START AVAILABLE DATA
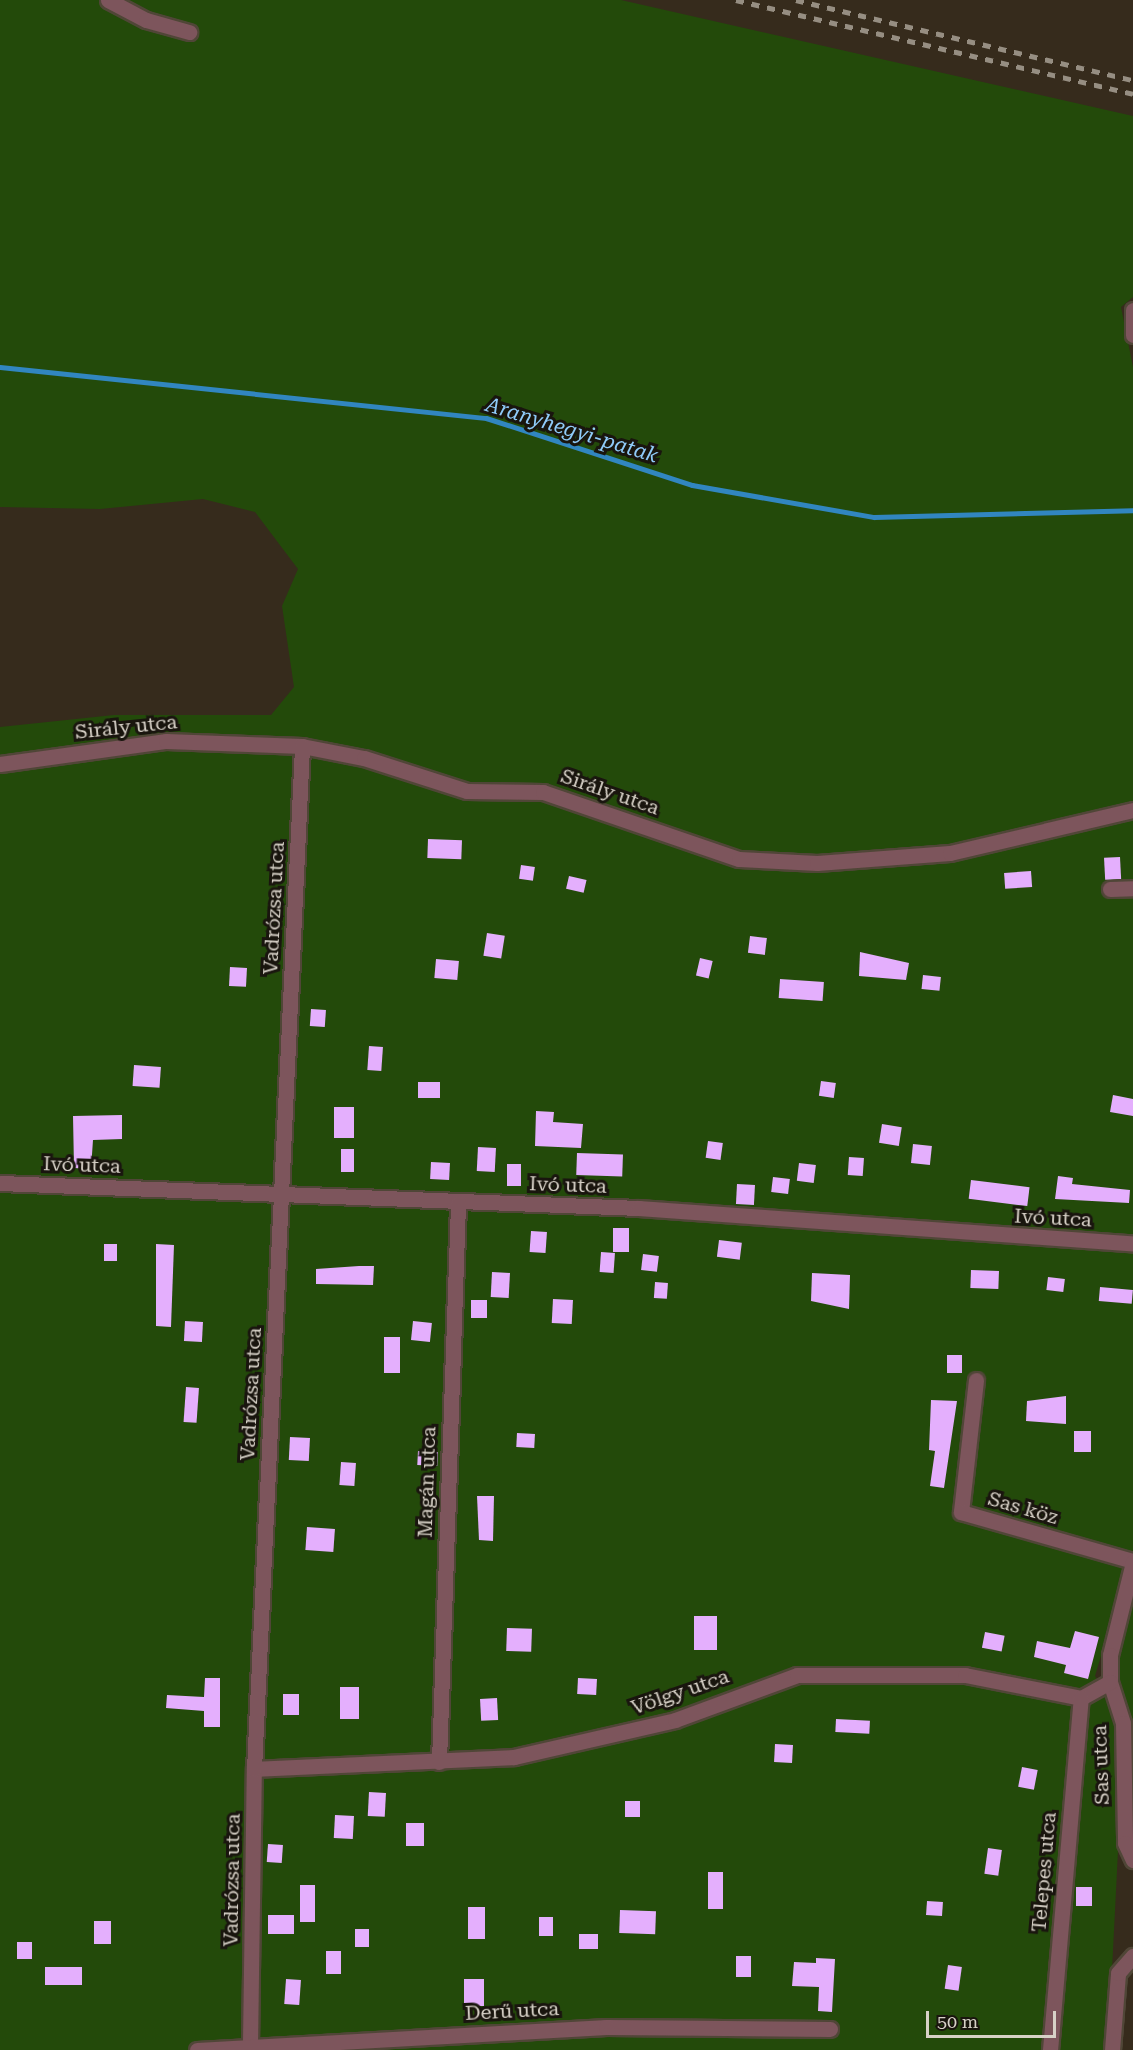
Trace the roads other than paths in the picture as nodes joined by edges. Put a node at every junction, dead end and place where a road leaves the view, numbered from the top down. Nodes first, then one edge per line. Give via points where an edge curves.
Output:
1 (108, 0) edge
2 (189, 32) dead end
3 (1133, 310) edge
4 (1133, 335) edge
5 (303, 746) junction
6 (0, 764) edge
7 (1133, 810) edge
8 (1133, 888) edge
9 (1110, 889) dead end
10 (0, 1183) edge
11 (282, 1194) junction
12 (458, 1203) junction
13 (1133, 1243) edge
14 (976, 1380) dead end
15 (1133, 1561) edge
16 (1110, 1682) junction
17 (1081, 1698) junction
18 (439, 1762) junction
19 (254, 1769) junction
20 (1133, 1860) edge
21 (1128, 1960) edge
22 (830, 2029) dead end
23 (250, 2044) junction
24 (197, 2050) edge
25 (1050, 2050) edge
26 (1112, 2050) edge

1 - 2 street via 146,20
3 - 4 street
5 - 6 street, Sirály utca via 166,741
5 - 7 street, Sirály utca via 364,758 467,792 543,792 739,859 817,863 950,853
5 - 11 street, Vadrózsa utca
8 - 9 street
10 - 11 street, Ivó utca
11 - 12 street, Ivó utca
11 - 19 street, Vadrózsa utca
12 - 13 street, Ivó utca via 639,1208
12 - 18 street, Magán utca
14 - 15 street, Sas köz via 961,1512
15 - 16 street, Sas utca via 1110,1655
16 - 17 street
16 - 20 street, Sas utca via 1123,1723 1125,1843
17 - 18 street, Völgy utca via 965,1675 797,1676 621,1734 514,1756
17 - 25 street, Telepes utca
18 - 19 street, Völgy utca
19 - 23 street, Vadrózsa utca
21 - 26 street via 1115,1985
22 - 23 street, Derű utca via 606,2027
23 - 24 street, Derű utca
END AVAILABLE DATA
[TASK INSTRUCTIONS] Without including any pictures, copy every line above exactly.

[TASK SOLUTION]
Trace the roads other than paths in the picture as nodes joined by edges. Put a node at every junction, dead end and place where a road leaves the view, numbered from the top down. Nodes first, then one edge per line. Give via points where an edge curves.
Output:
1 (108, 0) edge
2 (189, 32) dead end
3 (1133, 310) edge
4 (1133, 335) edge
5 (303, 746) junction
6 (0, 764) edge
7 (1133, 810) edge
8 (1133, 888) edge
9 (1110, 889) dead end
10 (0, 1183) edge
11 (282, 1194) junction
12 (458, 1203) junction
13 (1133, 1243) edge
14 (976, 1380) dead end
15 (1133, 1561) edge
16 (1110, 1682) junction
17 (1081, 1698) junction
18 (439, 1762) junction
19 (254, 1769) junction
20 (1133, 1860) edge
21 (1128, 1960) edge
22 (830, 2029) dead end
23 (250, 2044) junction
24 (197, 2050) edge
25 (1050, 2050) edge
26 (1112, 2050) edge

1 - 2 street via 146,20
3 - 4 street
5 - 6 street, Sirály utca via 166,741
5 - 7 street, Sirály utca via 364,758 467,792 543,792 739,859 817,863 950,853
5 - 11 street, Vadrózsa utca
8 - 9 street
10 - 11 street, Ivó utca
11 - 12 street, Ivó utca
11 - 19 street, Vadrózsa utca
12 - 13 street, Ivó utca via 639,1208
12 - 18 street, Magán utca
14 - 15 street, Sas köz via 961,1512
15 - 16 street, Sas utca via 1110,1655
16 - 17 street
16 - 20 street, Sas utca via 1123,1723 1125,1843
17 - 18 street, Völgy utca via 965,1675 797,1676 621,1734 514,1756
17 - 25 street, Telepes utca
18 - 19 street, Völgy utca
19 - 23 street, Vadrózsa utca
21 - 26 street via 1115,1985
22 - 23 street, Derű utca via 606,2027
23 - 24 street, Derű utca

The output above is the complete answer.